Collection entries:
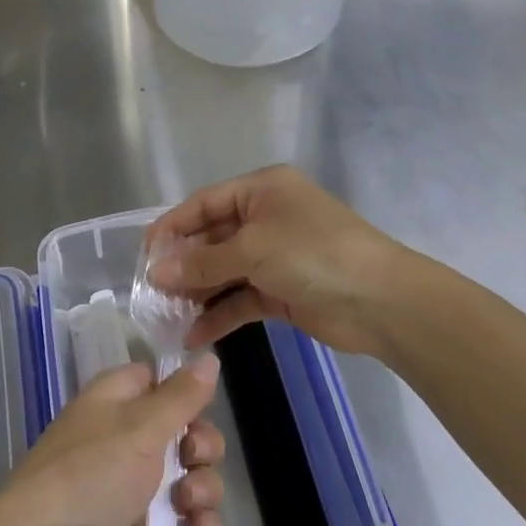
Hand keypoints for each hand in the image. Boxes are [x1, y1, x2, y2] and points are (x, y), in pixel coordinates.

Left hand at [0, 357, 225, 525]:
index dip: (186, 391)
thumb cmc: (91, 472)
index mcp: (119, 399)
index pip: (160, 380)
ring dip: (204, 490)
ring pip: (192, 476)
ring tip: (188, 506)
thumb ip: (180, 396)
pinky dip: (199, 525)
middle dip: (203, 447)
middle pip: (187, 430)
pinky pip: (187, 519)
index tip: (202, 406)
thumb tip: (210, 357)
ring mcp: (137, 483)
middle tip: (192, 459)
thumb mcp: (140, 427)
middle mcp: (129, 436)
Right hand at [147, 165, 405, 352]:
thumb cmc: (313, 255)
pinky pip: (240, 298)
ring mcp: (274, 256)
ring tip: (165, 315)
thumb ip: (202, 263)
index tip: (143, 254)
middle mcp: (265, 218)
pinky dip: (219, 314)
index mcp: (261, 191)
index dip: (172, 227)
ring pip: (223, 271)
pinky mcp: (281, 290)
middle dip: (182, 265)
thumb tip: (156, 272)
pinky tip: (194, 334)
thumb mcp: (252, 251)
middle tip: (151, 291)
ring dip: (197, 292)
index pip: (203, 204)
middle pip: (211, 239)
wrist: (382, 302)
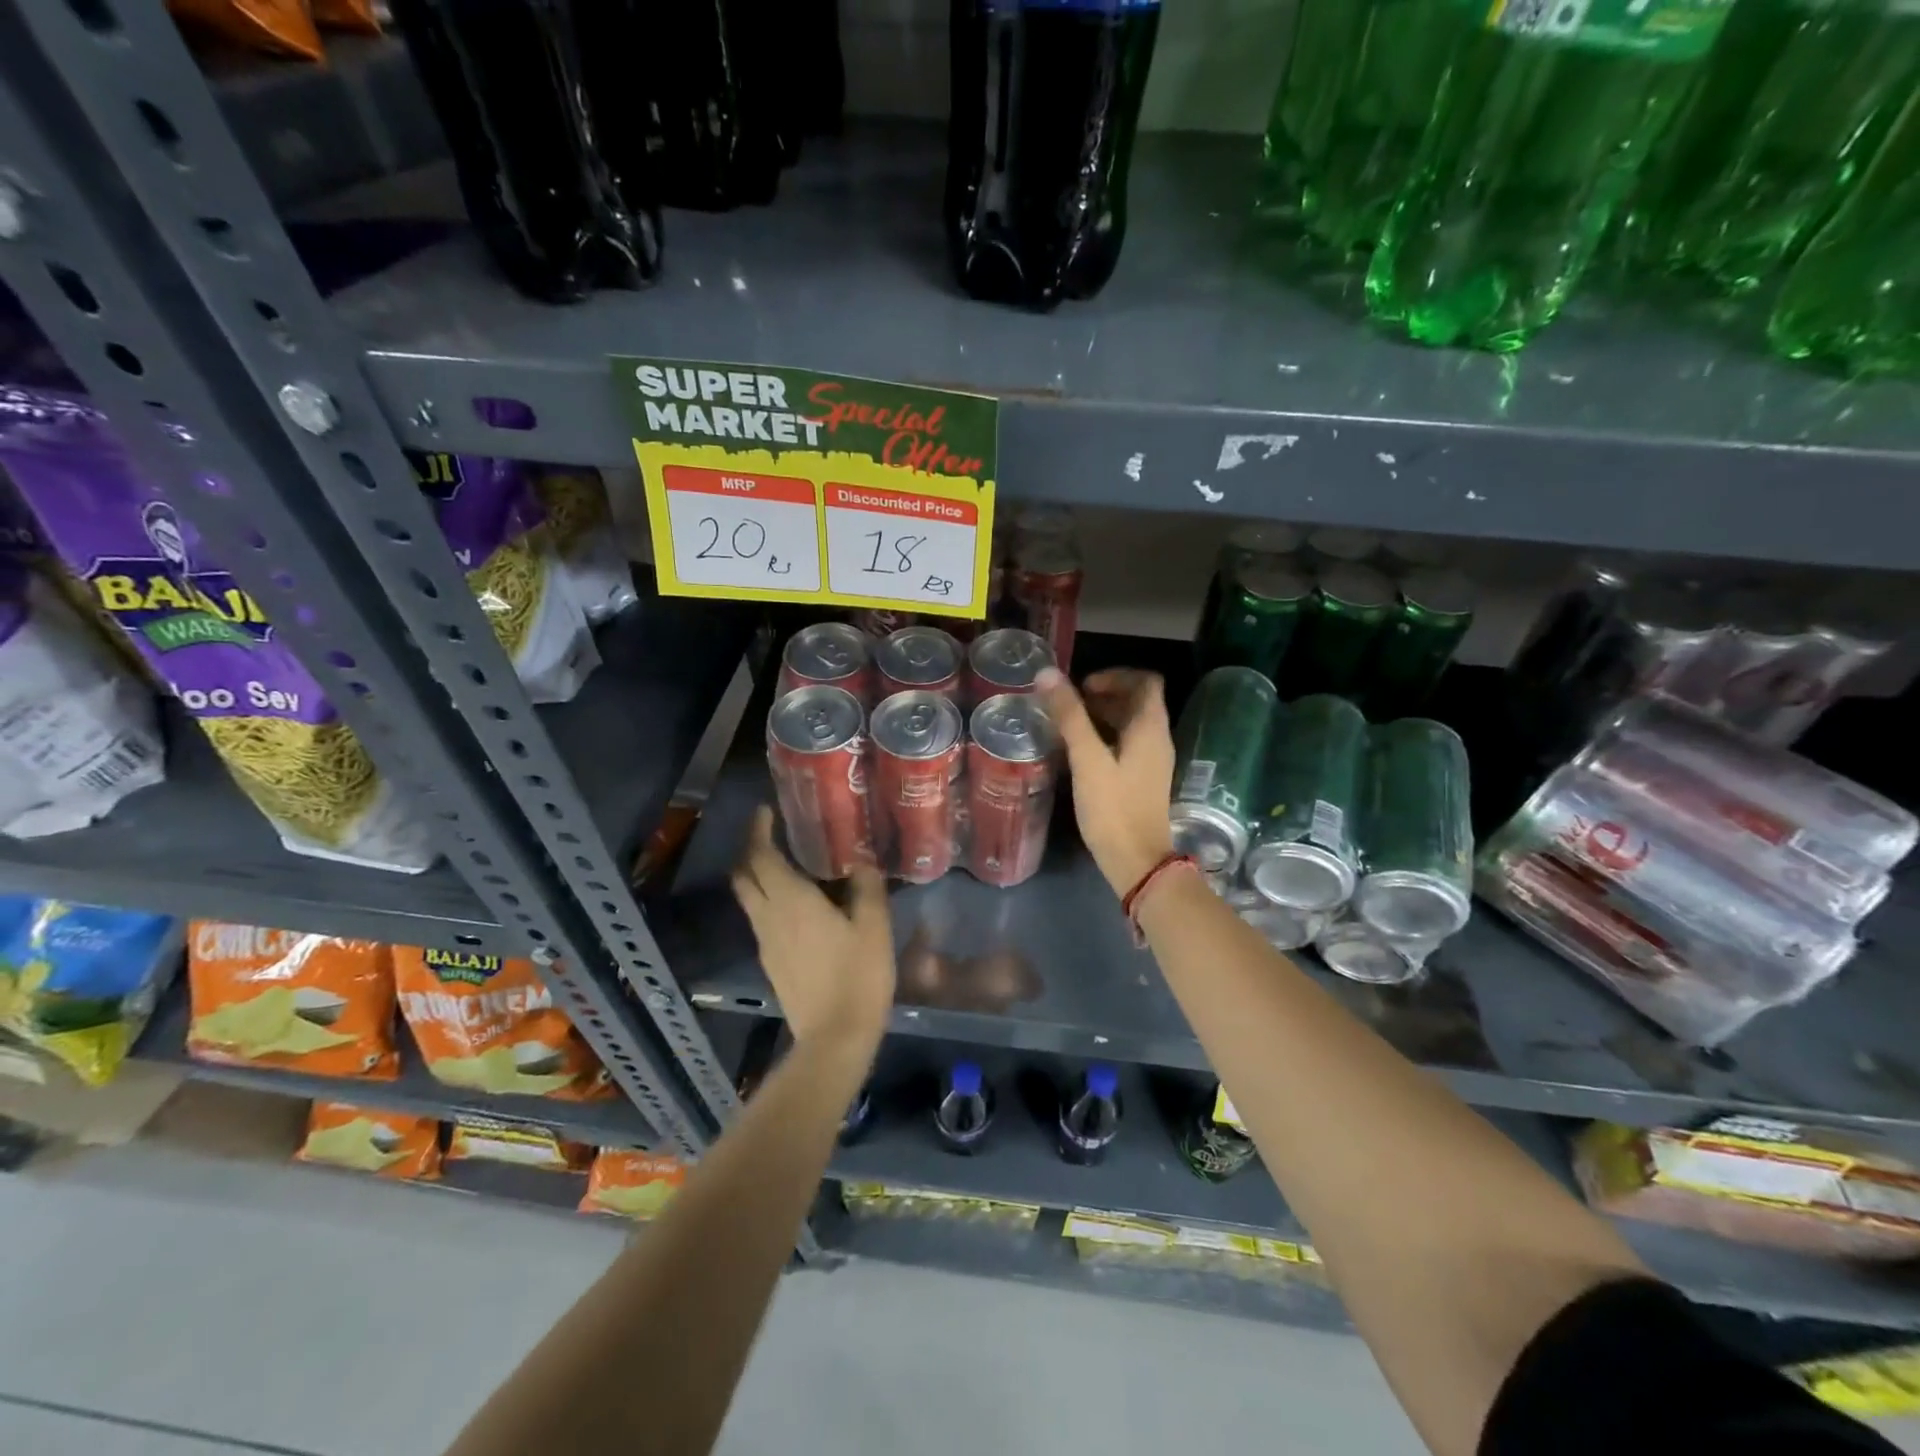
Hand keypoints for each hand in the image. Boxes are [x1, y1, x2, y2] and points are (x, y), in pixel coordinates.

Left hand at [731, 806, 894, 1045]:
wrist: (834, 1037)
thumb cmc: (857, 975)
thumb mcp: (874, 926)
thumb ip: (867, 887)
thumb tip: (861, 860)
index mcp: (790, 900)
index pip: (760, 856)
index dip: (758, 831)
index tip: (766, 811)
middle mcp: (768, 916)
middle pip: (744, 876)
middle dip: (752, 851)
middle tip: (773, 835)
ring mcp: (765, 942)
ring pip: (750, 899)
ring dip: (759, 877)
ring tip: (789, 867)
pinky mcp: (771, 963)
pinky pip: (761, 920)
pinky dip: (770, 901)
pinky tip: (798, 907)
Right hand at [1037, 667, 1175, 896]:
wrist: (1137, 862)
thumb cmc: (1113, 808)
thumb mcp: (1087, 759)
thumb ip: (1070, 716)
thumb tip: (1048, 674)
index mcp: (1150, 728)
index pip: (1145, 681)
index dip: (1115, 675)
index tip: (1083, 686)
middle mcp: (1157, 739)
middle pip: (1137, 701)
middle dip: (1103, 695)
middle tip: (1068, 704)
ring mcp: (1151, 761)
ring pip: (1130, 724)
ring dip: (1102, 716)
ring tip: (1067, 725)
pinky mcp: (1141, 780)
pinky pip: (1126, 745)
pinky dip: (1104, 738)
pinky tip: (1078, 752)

- **PROBLEM TO SOLVE**: Starting with the first line of the records above and stopping after the line containing "thumb mcp: (140, 427)", repeat every line exactly and leave out the pictures.

- **RESPONSE AREA**:
Hand keypoints for each hand in the image. Boxes are [x1, y1, x2, y2] and points are (x, y), in pixel coordinates.

Left hand at [0, 357, 225, 525]:
index dip: (186, 391)
thumb cmc: (91, 472)
index mcp: (119, 399)
index pip: (160, 380)
ring dip: (204, 490)
ring pip: (192, 476)
ring tip: (188, 506)
thumb ip: (180, 396)
pinky dip: (199, 525)
middle dip: (203, 447)
middle pip: (187, 430)
pinky pip: (187, 519)
index tip: (202, 406)
thumb tip: (210, 357)
ring mcp: (137, 483)
middle tip: (192, 459)
thumb mcp: (140, 427)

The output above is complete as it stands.